#### Requirement:
List every line below containing "lane".
### The records
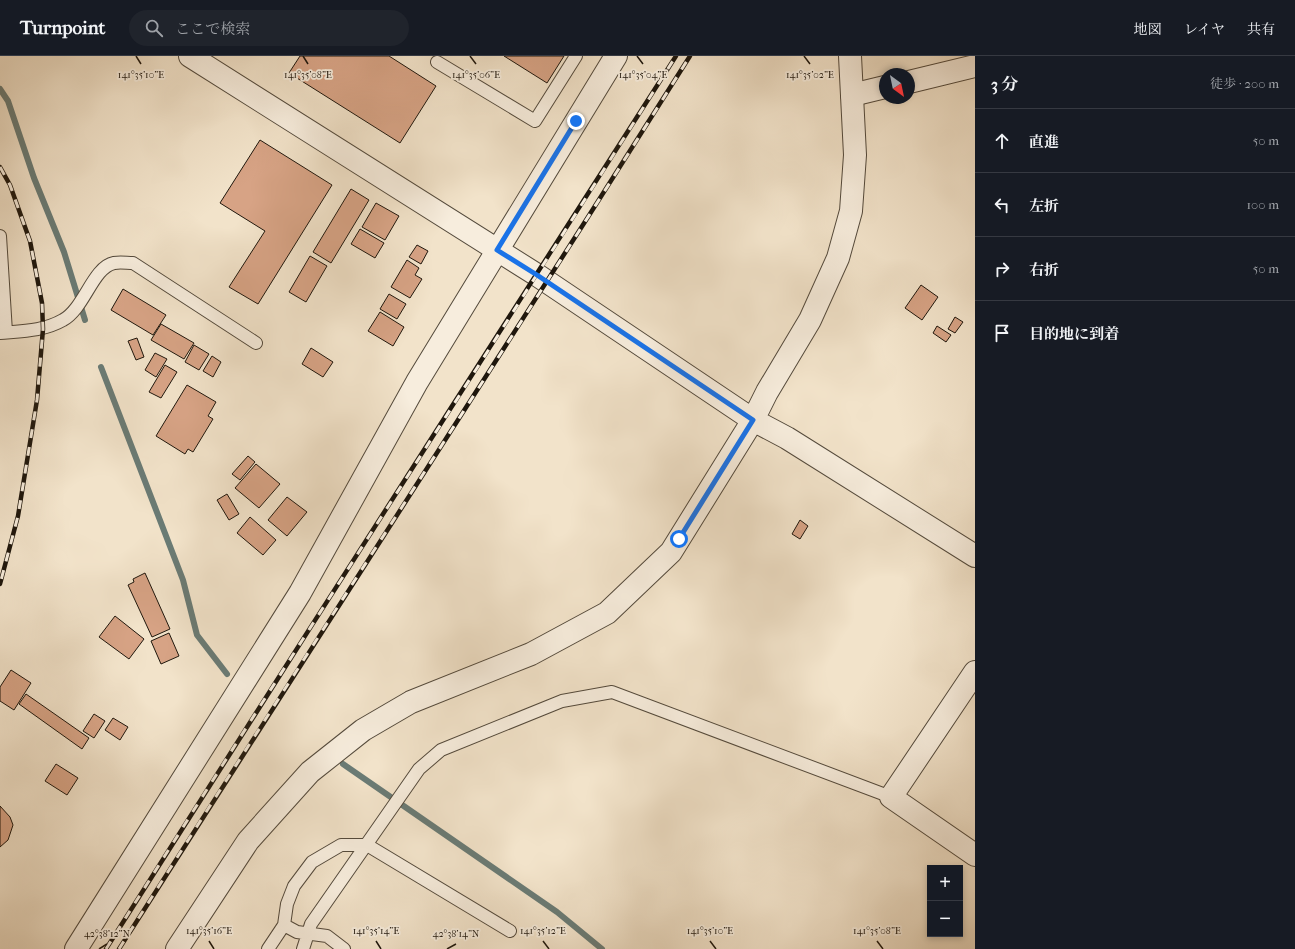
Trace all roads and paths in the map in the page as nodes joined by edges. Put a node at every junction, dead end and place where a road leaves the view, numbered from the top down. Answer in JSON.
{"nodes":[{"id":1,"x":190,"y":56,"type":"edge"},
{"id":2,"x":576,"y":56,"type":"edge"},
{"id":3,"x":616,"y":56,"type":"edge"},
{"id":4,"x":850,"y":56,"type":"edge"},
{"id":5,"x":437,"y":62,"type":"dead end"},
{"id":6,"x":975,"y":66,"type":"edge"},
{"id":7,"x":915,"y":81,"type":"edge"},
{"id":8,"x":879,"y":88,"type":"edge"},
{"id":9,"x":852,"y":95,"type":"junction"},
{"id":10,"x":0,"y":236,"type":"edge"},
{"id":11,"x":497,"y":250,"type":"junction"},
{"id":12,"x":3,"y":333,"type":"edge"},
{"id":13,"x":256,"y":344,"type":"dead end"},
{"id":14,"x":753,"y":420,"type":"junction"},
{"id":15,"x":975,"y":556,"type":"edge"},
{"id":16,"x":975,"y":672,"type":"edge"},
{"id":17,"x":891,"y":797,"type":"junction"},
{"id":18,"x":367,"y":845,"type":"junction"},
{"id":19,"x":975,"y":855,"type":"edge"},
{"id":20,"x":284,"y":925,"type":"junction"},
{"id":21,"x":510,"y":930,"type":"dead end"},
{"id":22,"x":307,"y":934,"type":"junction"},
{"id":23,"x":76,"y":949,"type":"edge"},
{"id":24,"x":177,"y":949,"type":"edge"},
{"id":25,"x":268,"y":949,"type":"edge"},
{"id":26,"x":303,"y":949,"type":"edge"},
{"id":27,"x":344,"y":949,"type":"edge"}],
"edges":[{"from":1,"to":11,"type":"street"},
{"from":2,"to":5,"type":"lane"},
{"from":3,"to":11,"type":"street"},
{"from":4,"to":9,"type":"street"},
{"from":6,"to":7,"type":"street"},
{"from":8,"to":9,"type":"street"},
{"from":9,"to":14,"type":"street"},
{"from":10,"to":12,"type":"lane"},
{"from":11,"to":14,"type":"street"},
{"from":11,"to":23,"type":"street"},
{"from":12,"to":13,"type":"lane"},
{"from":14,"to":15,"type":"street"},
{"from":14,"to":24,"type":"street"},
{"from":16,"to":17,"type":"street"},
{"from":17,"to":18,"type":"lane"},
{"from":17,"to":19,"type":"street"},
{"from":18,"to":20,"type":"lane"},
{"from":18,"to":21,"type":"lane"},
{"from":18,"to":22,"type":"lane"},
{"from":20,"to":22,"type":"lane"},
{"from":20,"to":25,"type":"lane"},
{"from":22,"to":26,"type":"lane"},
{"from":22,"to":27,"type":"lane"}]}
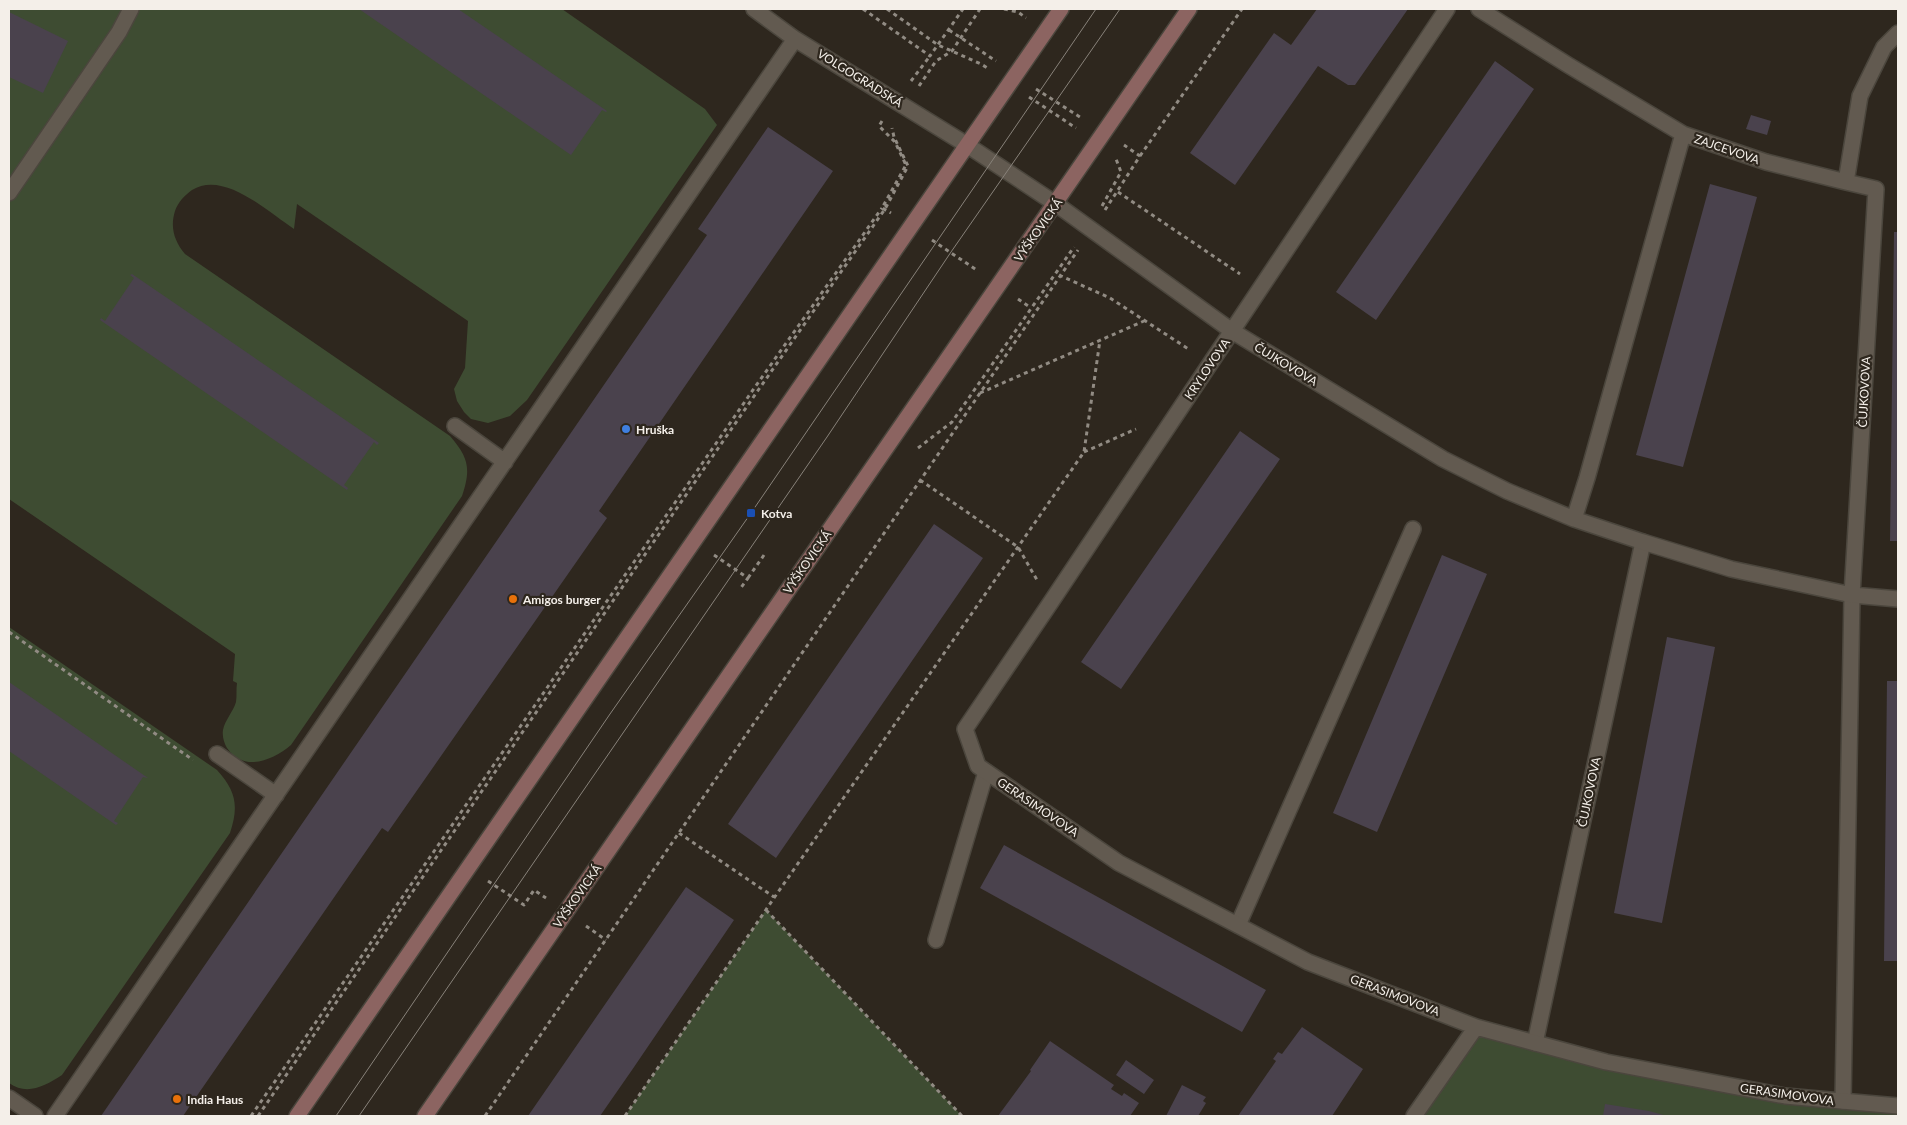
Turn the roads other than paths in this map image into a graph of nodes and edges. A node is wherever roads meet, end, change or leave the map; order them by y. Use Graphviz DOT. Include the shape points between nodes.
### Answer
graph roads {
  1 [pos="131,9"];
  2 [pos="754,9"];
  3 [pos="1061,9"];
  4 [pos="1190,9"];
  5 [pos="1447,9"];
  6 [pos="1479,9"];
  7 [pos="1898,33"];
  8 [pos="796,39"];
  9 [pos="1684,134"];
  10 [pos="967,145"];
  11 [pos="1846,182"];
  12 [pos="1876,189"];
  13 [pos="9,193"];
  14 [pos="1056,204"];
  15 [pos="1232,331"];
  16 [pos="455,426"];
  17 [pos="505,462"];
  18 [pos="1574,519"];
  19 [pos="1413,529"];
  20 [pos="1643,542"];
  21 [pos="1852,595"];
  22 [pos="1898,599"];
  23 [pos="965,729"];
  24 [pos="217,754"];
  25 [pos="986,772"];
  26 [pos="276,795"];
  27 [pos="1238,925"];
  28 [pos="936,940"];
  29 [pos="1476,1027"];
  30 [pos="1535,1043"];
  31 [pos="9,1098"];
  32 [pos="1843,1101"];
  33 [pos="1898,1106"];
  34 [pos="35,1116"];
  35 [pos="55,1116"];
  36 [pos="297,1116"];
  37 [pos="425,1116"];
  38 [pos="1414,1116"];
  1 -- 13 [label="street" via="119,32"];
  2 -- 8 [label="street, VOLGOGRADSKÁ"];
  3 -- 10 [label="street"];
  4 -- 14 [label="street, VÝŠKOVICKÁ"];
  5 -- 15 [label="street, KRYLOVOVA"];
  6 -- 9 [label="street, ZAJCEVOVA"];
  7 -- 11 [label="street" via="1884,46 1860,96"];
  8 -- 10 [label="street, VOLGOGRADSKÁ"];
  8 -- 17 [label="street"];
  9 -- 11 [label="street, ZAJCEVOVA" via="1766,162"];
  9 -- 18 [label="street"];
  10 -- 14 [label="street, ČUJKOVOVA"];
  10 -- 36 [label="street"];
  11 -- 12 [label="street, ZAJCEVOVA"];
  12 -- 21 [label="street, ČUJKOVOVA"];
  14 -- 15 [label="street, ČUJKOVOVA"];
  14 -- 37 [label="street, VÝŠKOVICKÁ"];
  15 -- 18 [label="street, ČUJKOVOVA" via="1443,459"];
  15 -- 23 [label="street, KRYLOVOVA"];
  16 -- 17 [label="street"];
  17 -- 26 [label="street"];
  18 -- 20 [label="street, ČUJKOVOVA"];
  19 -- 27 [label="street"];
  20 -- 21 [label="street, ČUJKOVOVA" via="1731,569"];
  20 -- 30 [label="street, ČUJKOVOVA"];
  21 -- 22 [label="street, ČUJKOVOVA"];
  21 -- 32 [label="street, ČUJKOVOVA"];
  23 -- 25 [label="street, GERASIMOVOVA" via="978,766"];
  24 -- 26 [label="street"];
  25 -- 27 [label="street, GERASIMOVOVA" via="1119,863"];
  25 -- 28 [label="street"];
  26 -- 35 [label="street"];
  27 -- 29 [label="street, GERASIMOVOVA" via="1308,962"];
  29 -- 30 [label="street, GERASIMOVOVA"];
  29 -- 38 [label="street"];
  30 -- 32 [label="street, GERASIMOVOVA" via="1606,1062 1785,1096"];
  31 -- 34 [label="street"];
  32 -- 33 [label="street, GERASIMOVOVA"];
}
######
#### Written answer:
{"from":2,"to":5,"type":"lane"},
{"from":10,"to":12,"type":"lane"},
{"from":12,"to":13,"type":"lane"},
{"from":17,"to":18,"type":"lane"},
{"from":18,"to":20,"type":"lane"},
{"from":18,"to":21,"type":"lane"},
{"from":18,"to":22,"type":"lane"},
{"from":20,"to":22,"type":"lane"},
{"from":20,"to":25,"type":"lane"},
{"from":22,"to":26,"type":"lane"},
{"from":22,"to":27,"type":"lane"}]}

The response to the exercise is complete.